Karl Barth spoke about the need for astonishment among those who speak about God. He said that it was actually a feat, a kind of unfortunate accomplishment, to cease to be astonished. For Barth, Jesus was the astonishing revelation of God, that God had chosen not to be God without humanity.
Here are some of Barth’s words on the topic:
In a real and decisive sense, therefore he is the miracle of all miracles! Whoever takes up the subject of theology finds themselves inevitably confronted with the miracle. Christ is that infinitely wondrous event which compels a person, so far as he experiences and comprehends this event, to be necessarily, profoundly, wholly and irrevocably astonished.

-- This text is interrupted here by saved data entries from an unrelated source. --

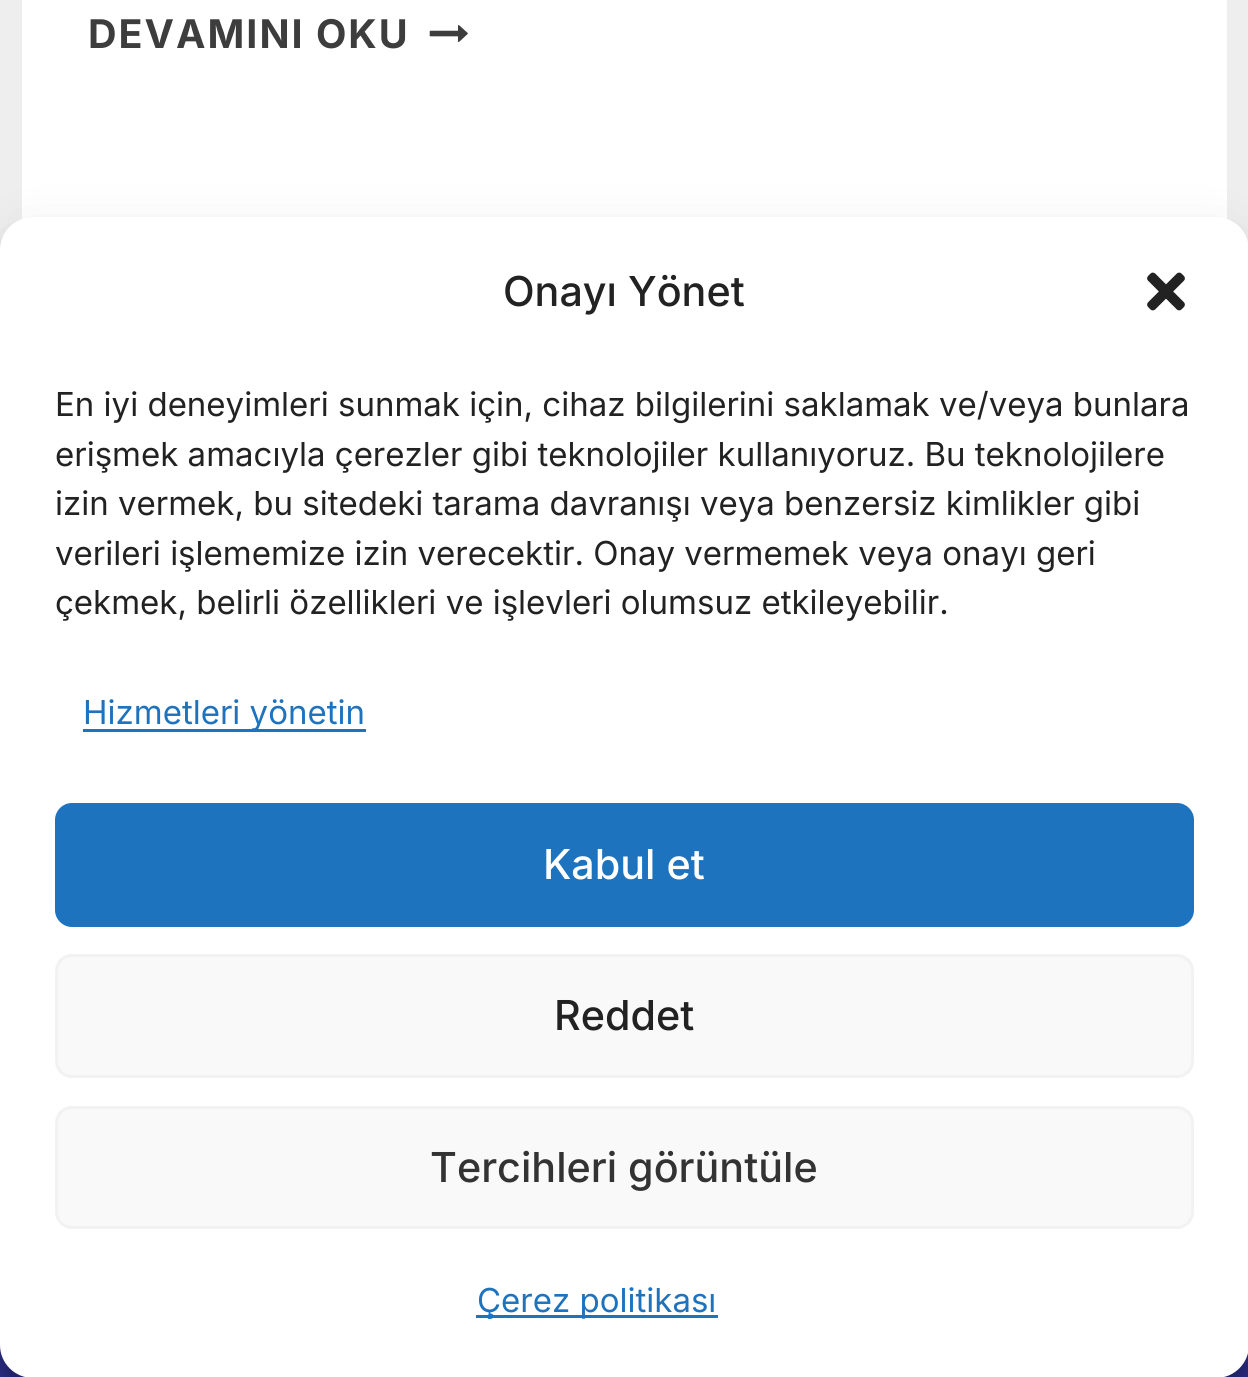 import math
import cairo



def draw_spaced(context, x, y, s, letter, word):
    context.move_to(x, y)
    for ch in s:
        context.show_text(ch)
        context.rel_move_to(letter + word * (ch == ' '), 0)


def rounded_rect(context, x, y, w, h, r):
    context.new_sub_path()
    for i, (u, v) in enumerate([(x + w - r, y + h - r), (x + r, y + h - r), (x + r, y + r), (x + w - r, y + r)]):
        context.arc(u, v, r, i * math.pi / 2, (i + 1) * math.pi / 2)
    context.close_path()


def draw_shadow(context, x, y, w, h, r, blur, alpha):
    context.push_group_with_content(cairo.Content.ALPHA)
    context.set_operator(cairo.Operator.SOURCE)
    for i in range(15, -16, -2):
        e = blur * i / 6
        if min(w, h) + 2 * e > 0:
            context.set_source_rgba(0, 0, 0, alpha * math.erfc((i - 1) / 8.5) / 2)
            rounded_rect(context, x - e, y - e, w + 2 * e, h + 2 * e, max(0, min(r + e + blur * .6, min(w, h) / 2 + e)))
            context.fill()
    context.mask(context.pop_group())


def draw_image(context, path, x, y, w, h):
    context.save()
    context.set_source_surface(cairo.ImageSurface.create_from_png(path), x, y)
    context.rectangle(x, y, w, h)
    context.fill()
    context.restore()


def draw(context):
    context.set_source_rgb(238 / 255, 238 / 255, 238 / 255)
    context.paint()
    context.set_source_rgb(1, 1, 1)
    context.rectangle(22, 0, 1205, 219)
    context.fill()
    draw_image(context, "images/1.png", 429, 25, 39, 17)
    context.set_source_rgb(46 / 255, 49 / 255, 146 / 255)
    context.rectangle(0, 1345, 1248, 32)
    context.fill()
    context.set_source_rgb(0, 0, 0)
    draw_shadow(context, 0, 234, 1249, 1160, 33, 8, 0.23)
    draw_shadow(context, 0, 245, 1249, 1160, 33, 27.5, 0.19)
    context.set_source_rgb(1, 1, 1)
    rounded_rect(context, 0, 217, 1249, 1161, 33)
    context.fill()
    draw_image(context, "images/2.png", 1147, 272, 38, 39)
    context.set_source_rgb(30 / 255, 115 / 255, 190 / 255)
    context.rectangle(83, 729, 283, 3)
    context.fill()
    rounded_rect(context, 56.5, 804.5, 1136, 121, 15.5)
    context.fill_preserve()
    context.set_line_width(3)
    context.stroke()
    context.set_source_rgb(249 / 255, 249 / 255, 249 / 255)
    rounded_rect(context, 56.5, 955.5, 1136, 121, 15.5)
    context.fill_preserve()
    context.set_source_rgb(242 / 255, 242 / 255, 242 / 255)
    context.stroke()
    context.set_source_rgb(249 / 255, 249 / 255, 249 / 255)
    rounded_rect(context, 56.5, 1107.5, 1136, 120, 15.5)
    context.fill_preserve()
    context.set_source_rgb(242 / 255, 242 / 255, 242 / 255)
    context.stroke()
    context.set_source_rgb(30 / 255, 115 / 255, 190 / 255)
    context.rectangle(476, 1315, 242, 3)
    context.fill()
    context.select_font_face("Inter", cairo.FontSlant.NORMAL, cairo.FontWeight.BOLD)
    context.set_font_size(39.5)
    context.set_source_rgb(61 / 255, 61 / 255, 61 / 255)
    draw_spaced(context, 88, 48, "DEVAMINI OKU", 2, 0)
    context.select_font_face("Inter Medium")
    context.set_font_size(41.25)
    context.set_source_rgb(34 / 255, 34 / 255, 34 / 255)
    context.move_to(503, 306)
    context.show_text("Onayı Yönet")
    context.select_font_face("Inter")
    context.set_font_size(33)
    context.move_to(55, 416)
    context.show_text("En iyi deneyimleri sunmak için, cihaz bilgilerini saklamak ve/veya bunlara")
    context.move_to(55, 466)
    context.show_text("erişmek amacıyla çerezler gibi teknolojiler kullanıyoruz. Bu teknolojilere")
    context.move_to(55, 515)
    context.show_text("izin vermek, bu sitedeki tarama davranışı veya benzersiz kimlikler gibi")
    context.move_to(55, 565)
    context.show_text("verileri işlememize izin verecektir. Onay vermemek veya onayı geri")
    context.move_to(55, 614)
    context.show_text("çekmek, belirli özellikleri ve işlevleri olumsuz etkileyebilir.")
    context.set_source_rgb(30 / 255, 115 / 255, 190 / 255)
    context.move_to(83, 724)
    context.show_text("Hizmetleri yönetin")
    context.select_font_face("Inter Medium")
    context.set_font_size(41.25)
    context.set_source_rgb(1, 1, 1)
    context.move_to(543, 879)
    context.show_text("Kabul et")
    context.set_source_rgb(34 / 255, 34 / 255, 34 / 255)
    context.move_to(554, 1030)
    context.show_text("Reddet")
    context.set_source_rgb(51 / 255, 51 / 255, 51 / 255)
    context.move_to(430, 1182)
    context.show_text("Tercihleri görüntüle")
    context.select_font_face("Inter")
    context.set_font_size(33)
    context.set_source_rgb(30 / 255, 115 / 255, 190 / 255)
    context.move_to(477, 1312)
    context.show_text("Çerez politikası")


surface = cairo.ImageSurface(cairo.Format.RGB24, 1248, 1377)
context = cairo.Context(surface)
options = cairo.FontOptions()
options.set_hint_metrics(cairo.HintMetrics.OFF)
options.set_hint_style(cairo.HintStyle.NONE)
context.set_font_options(options)
context.set_miter_limit(4)
draw(context)
surface.write_to_png("out.png")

For many of us, this is first year since 2019 that we have been able to gather for Advent and Christmas services. If you are doing so, may you be blessed with leaders who remain astonished. Barth might say (he pretty much did say) that if they have accomplished the feat of no longer being astonished then they should be, like Zechariah, shut up until they are astonished again.
Maybe this as a blessing - every time you see “IT'S HAPPENING!!” or similar attached to a sale you might be blessed to think about what might actually be astonishing enough to compel such description.
May you be granted faith and hope as we enter this season of Advent.
I love the word astonished - thanks for reminding me!!!!!!!!!!!!!!! (I was going to use all caps but decided the extra !!!!! was enough.)